**TASK TO CARRY OUT**: Transcribe all of the data exactly. Omit the pictures.

[Stored data entries]
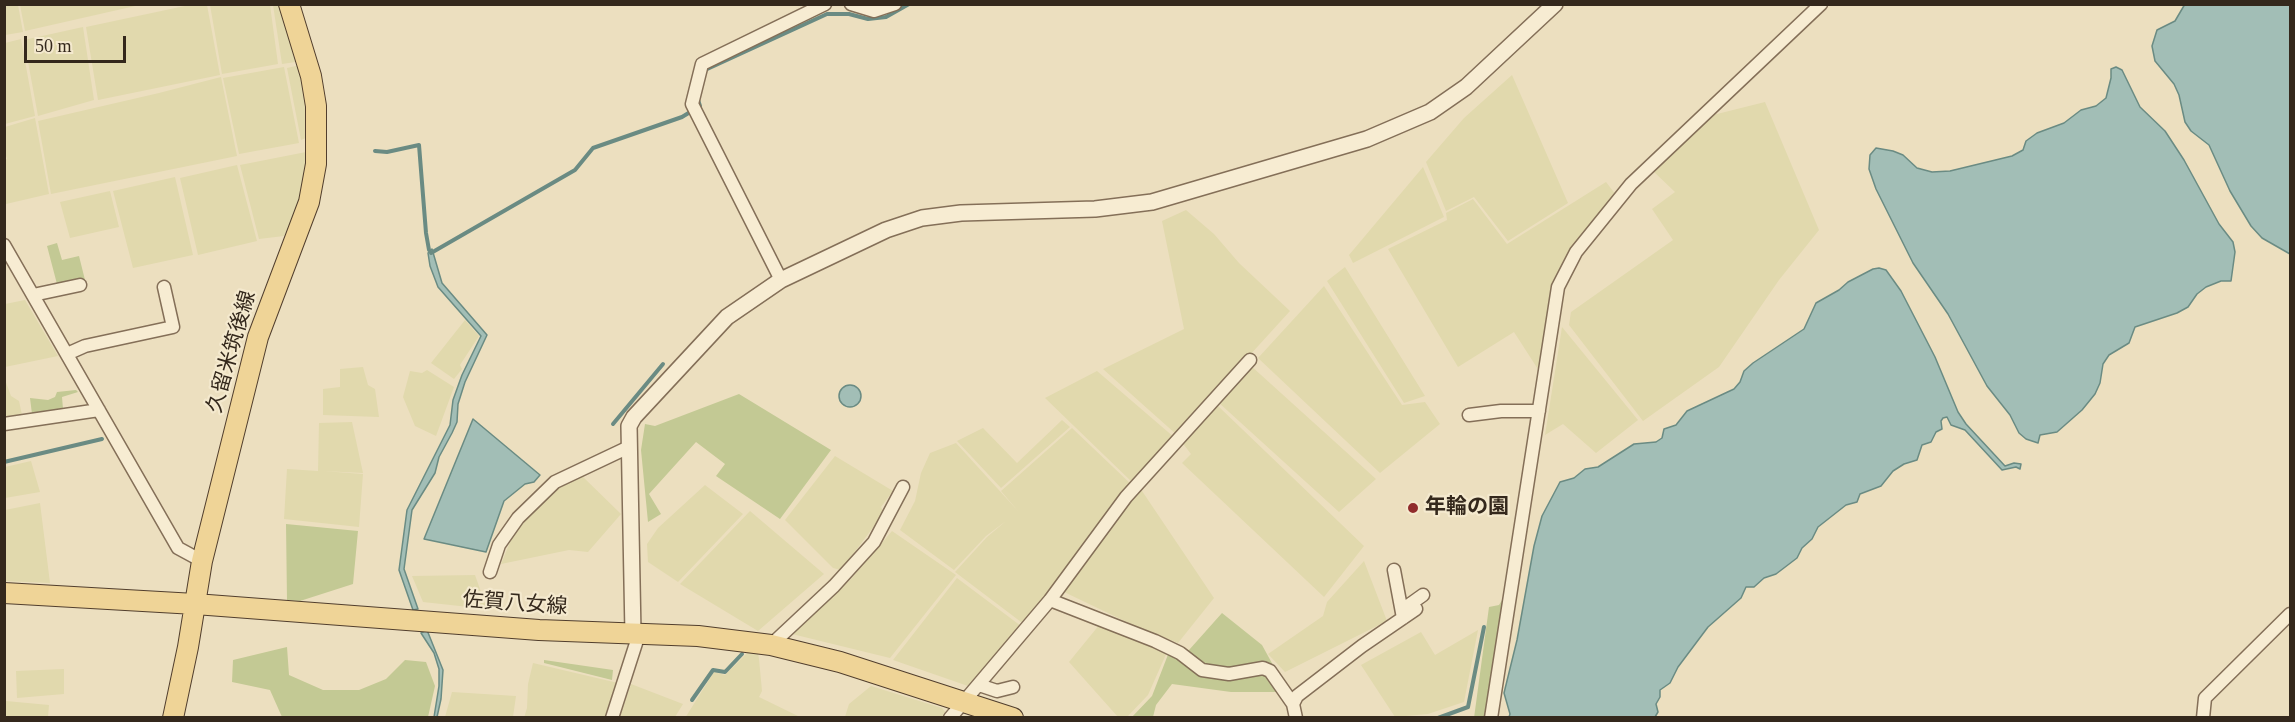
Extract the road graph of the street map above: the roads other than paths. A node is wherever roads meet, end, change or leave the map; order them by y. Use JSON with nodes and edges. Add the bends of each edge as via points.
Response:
{"nodes":[{"id":1,"x":289,"y":4,"type":"edge"},
{"id":2,"x":825,"y":4,"type":"edge"},
{"id":3,"x":851,"y":4,"type":"edge"},
{"id":4,"x":895,"y":4,"type":"edge"},
{"id":5,"x":1555,"y":4,"type":"edge"},
{"id":6,"x":1821,"y":4,"type":"edge"},
{"id":7,"x":4,"y":245,"type":"edge"},
{"id":8,"x":780,"y":280,"type":"junction"},
{"id":9,"x":80,"y":285,"type":"dead end"},
{"id":10,"x":164,"y":287,"type":"dead end"},
{"id":11,"x":33,"y":295,"type":"junction"},
{"id":12,"x":67,"y":354,"type":"junction"},
{"id":13,"x":1250,"y":360,"type":"dead end"},
{"id":14,"x":99,"y":410,"type":"junction"},
{"id":15,"x":1539,"y":411,"type":"junction"},
{"id":16,"x":1469,"y":415,"type":"dead end"},
{"id":17,"x":4,"y":424,"type":"edge"},
{"id":18,"x":629,"y":447,"type":"junction"},
{"id":19,"x":903,"y":487,"type":"dead end"},
{"id":20,"x":202,"y":561,"type":"junction"},
{"id":21,"x":1394,"y":570,"type":"dead end"},
{"id":22,"x":490,"y":572,"type":"dead end"},
{"id":23,"x":4,"y":592,"type":"edge"},
{"id":24,"x":1423,"y":595,"type":"dead end"},
{"id":25,"x":1050,"y":600,"type":"junction"},
{"id":26,"x":195,"y":604,"type":"junction"},
{"id":27,"x":1416,"y":609,"type":"dead end"},
{"id":28,"x":1402,"y":614,"type":"junction"},
{"id":29,"x":2290,"y":614,"type":"edge"},
{"id":30,"x":636,"y":634,"type":"junction"},
{"id":31,"x":771,"y":645,"type":"junction"},
{"id":32,"x":979,"y":685,"type":"junction"},
{"id":33,"x":1013,"y":687,"type":"dead end"},
{"id":34,"x":965,"y":702,"type":"junction"},
{"id":35,"x":1293,"y":704,"type":"junction"},
{"id":36,"x":173,"y":717,"type":"edge"},
{"id":37,"x":612,"y":717,"type":"edge"},
{"id":38,"x":950,"y":717,"type":"edge"},
{"id":39,"x":1012,"y":717,"type":"edge"},
{"id":40,"x":1296,"y":717,"type":"edge"},
{"id":41,"x":1491,"y":717,"type":"edge"},
{"id":42,"x":2203,"y":717,"type":"edge"}],
"edges":[{"from":1,"to":20,"type":"main road","name":"久留米筑後線","via":[[311,76],[316,106],[316,164],[309,202],[258,337]]},
{"from":2,"to":8,"type":"street","via":[[702,64],[692,104]]},
{"from":3,"to":4,"type":"street","via":[[874,11]]},
{"from":5,"to":8,"type":"street","via":[[1466,87],[1430,112],[1367,139],[1152,202],[922,218],[886,230]]},
{"from":6,"to":15,"type":"street","via":[[1631,184],[1576,252],[1558,287]]},
{"from":7,"to":11,"type":"street"},
{"from":8,"to":18,"type":"street","via":[[727,317],[634,417],[629,426]]},
{"from":9,"to":11,"type":"street"},
{"from":10,"to":12,"type":"street","via":[[173,327],[85,346]]},
{"from":11,"to":12,"type":"street"},
{"from":12,"to":14,"type":"street"},
{"from":13,"to":25,"type":"street","via":[[1126,497]]},
{"from":14,"to":17,"type":"street"},
{"from":14,"to":20,"type":"street","via":[[178,548]]},
{"from":15,"to":16,"type":"street"},
{"from":15,"to":41,"type":"street"},
{"from":18,"to":22,"type":"street","via":[[555,482],[518,518],[499,545]]},
{"from":18,"to":30,"type":"street"},
{"from":19,"to":31,"type":"street","via":[[874,542]]},
{"from":20,"to":26,"type":"main road","name":"久留米筑後線"},
{"from":21,"to":28,"type":"street"},
{"from":23,"to":26,"type":"main road","name":"佐賀八女線"},
{"from":24,"to":28,"type":"street"},
{"from":25,"to":32,"type":"street"},
{"from":25,"to":35,"type":"street","via":[[1155,641],[1202,670],[1229,674],[1263,668],[1270,671]]},
{"from":26,"to":30,"type":"main road","name":"佐賀八女線"},
{"from":26,"to":36,"type":"main road","name":"久留米筑後線"},
{"from":27,"to":28,"type":"street"},
{"from":28,"to":35,"type":"street","via":[[1297,696]]},
{"from":29,"to":42,"type":"street","via":[[2205,698]]},
{"from":30,"to":31,"type":"main road","name":"佐賀八女線","via":[[699,636]]},
{"from":30,"to":37,"type":"street"},
{"from":31,"to":34,"type":"main road","name":"佐賀八女線","via":[[840,662]]},
{"from":32,"to":33,"type":"street","via":[[997,691]]},
{"from":32,"to":34,"type":"street"},
{"from":34,"to":38,"type":"street"},
{"from":34,"to":39,"type":"main road","name":"佐賀八女線"},
{"from":35,"to":40,"type":"street"}]}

**RESPONSE**:
Extract the road graph of the street map above: the roads other than paths. A node is wherever roads meet, end, change or leave the map; order them by y. Use JSON with nodes and edges. Add the bends of each edge as via points.
Response:
{"nodes":[{"id":1,"x":289,"y":4,"type":"edge"},
{"id":2,"x":825,"y":4,"type":"edge"},
{"id":3,"x":851,"y":4,"type":"edge"},
{"id":4,"x":895,"y":4,"type":"edge"},
{"id":5,"x":1555,"y":4,"type":"edge"},
{"id":6,"x":1821,"y":4,"type":"edge"},
{"id":7,"x":4,"y":245,"type":"edge"},
{"id":8,"x":780,"y":280,"type":"junction"},
{"id":9,"x":80,"y":285,"type":"dead end"},
{"id":10,"x":164,"y":287,"type":"dead end"},
{"id":11,"x":33,"y":295,"type":"junction"},
{"id":12,"x":67,"y":354,"type":"junction"},
{"id":13,"x":1250,"y":360,"type":"dead end"},
{"id":14,"x":99,"y":410,"type":"junction"},
{"id":15,"x":1539,"y":411,"type":"junction"},
{"id":16,"x":1469,"y":415,"type":"dead end"},
{"id":17,"x":4,"y":424,"type":"edge"},
{"id":18,"x":629,"y":447,"type":"junction"},
{"id":19,"x":903,"y":487,"type":"dead end"},
{"id":20,"x":202,"y":561,"type":"junction"},
{"id":21,"x":1394,"y":570,"type":"dead end"},
{"id":22,"x":490,"y":572,"type":"dead end"},
{"id":23,"x":4,"y":592,"type":"edge"},
{"id":24,"x":1423,"y":595,"type":"dead end"},
{"id":25,"x":1050,"y":600,"type":"junction"},
{"id":26,"x":195,"y":604,"type":"junction"},
{"id":27,"x":1416,"y":609,"type":"dead end"},
{"id":28,"x":1402,"y":614,"type":"junction"},
{"id":29,"x":2290,"y":614,"type":"edge"},
{"id":30,"x":636,"y":634,"type":"junction"},
{"id":31,"x":771,"y":645,"type":"junction"},
{"id":32,"x":979,"y":685,"type":"junction"},
{"id":33,"x":1013,"y":687,"type":"dead end"},
{"id":34,"x":965,"y":702,"type":"junction"},
{"id":35,"x":1293,"y":704,"type":"junction"},
{"id":36,"x":173,"y":717,"type":"edge"},
{"id":37,"x":612,"y":717,"type":"edge"},
{"id":38,"x":950,"y":717,"type":"edge"},
{"id":39,"x":1012,"y":717,"type":"edge"},
{"id":40,"x":1296,"y":717,"type":"edge"},
{"id":41,"x":1491,"y":717,"type":"edge"},
{"id":42,"x":2203,"y":717,"type":"edge"}],
"edges":[{"from":1,"to":20,"type":"main road","name":"久留米筑後線","via":[[311,76],[316,106],[316,164],[309,202],[258,337]]},
{"from":2,"to":8,"type":"street","via":[[702,64],[692,104]]},
{"from":3,"to":4,"type":"street","via":[[874,11]]},
{"from":5,"to":8,"type":"street","via":[[1466,87],[1430,112],[1367,139],[1152,202],[922,218],[886,230]]},
{"from":6,"to":15,"type":"street","via":[[1631,184],[1576,252],[1558,287]]},
{"from":7,"to":11,"type":"street"},
{"from":8,"to":18,"type":"street","via":[[727,317],[634,417],[629,426]]},
{"from":9,"to":11,"type":"street"},
{"from":10,"to":12,"type":"street","via":[[173,327],[85,346]]},
{"from":11,"to":12,"type":"street"},
{"from":12,"to":14,"type":"street"},
{"from":13,"to":25,"type":"street","via":[[1126,497]]},
{"from":14,"to":17,"type":"street"},
{"from":14,"to":20,"type":"street","via":[[178,548]]},
{"from":15,"to":16,"type":"street"},
{"from":15,"to":41,"type":"street"},
{"from":18,"to":22,"type":"street","via":[[555,482],[518,518],[499,545]]},
{"from":18,"to":30,"type":"street"},
{"from":19,"to":31,"type":"street","via":[[874,542]]},
{"from":20,"to":26,"type":"main road","name":"久留米筑後線"},
{"from":21,"to":28,"type":"street"},
{"from":23,"to":26,"type":"main road","name":"佐賀八女線"},
{"from":24,"to":28,"type":"street"},
{"from":25,"to":32,"type":"street"},
{"from":25,"to":35,"type":"street","via":[[1155,641],[1202,670],[1229,674],[1263,668],[1270,671]]},
{"from":26,"to":30,"type":"main road","name":"佐賀八女線"},
{"from":26,"to":36,"type":"main road","name":"久留米筑後線"},
{"from":27,"to":28,"type":"street"},
{"from":28,"to":35,"type":"street","via":[[1297,696]]},
{"from":29,"to":42,"type":"street","via":[[2205,698]]},
{"from":30,"to":31,"type":"main road","name":"佐賀八女線","via":[[699,636]]},
{"from":30,"to":37,"type":"street"},
{"from":31,"to":34,"type":"main road","name":"佐賀八女線","via":[[840,662]]},
{"from":32,"to":33,"type":"street","via":[[997,691]]},
{"from":32,"to":34,"type":"street"},
{"from":34,"to":38,"type":"street"},
{"from":34,"to":39,"type":"main road","name":"佐賀八女線"},
{"from":35,"to":40,"type":"street"}]}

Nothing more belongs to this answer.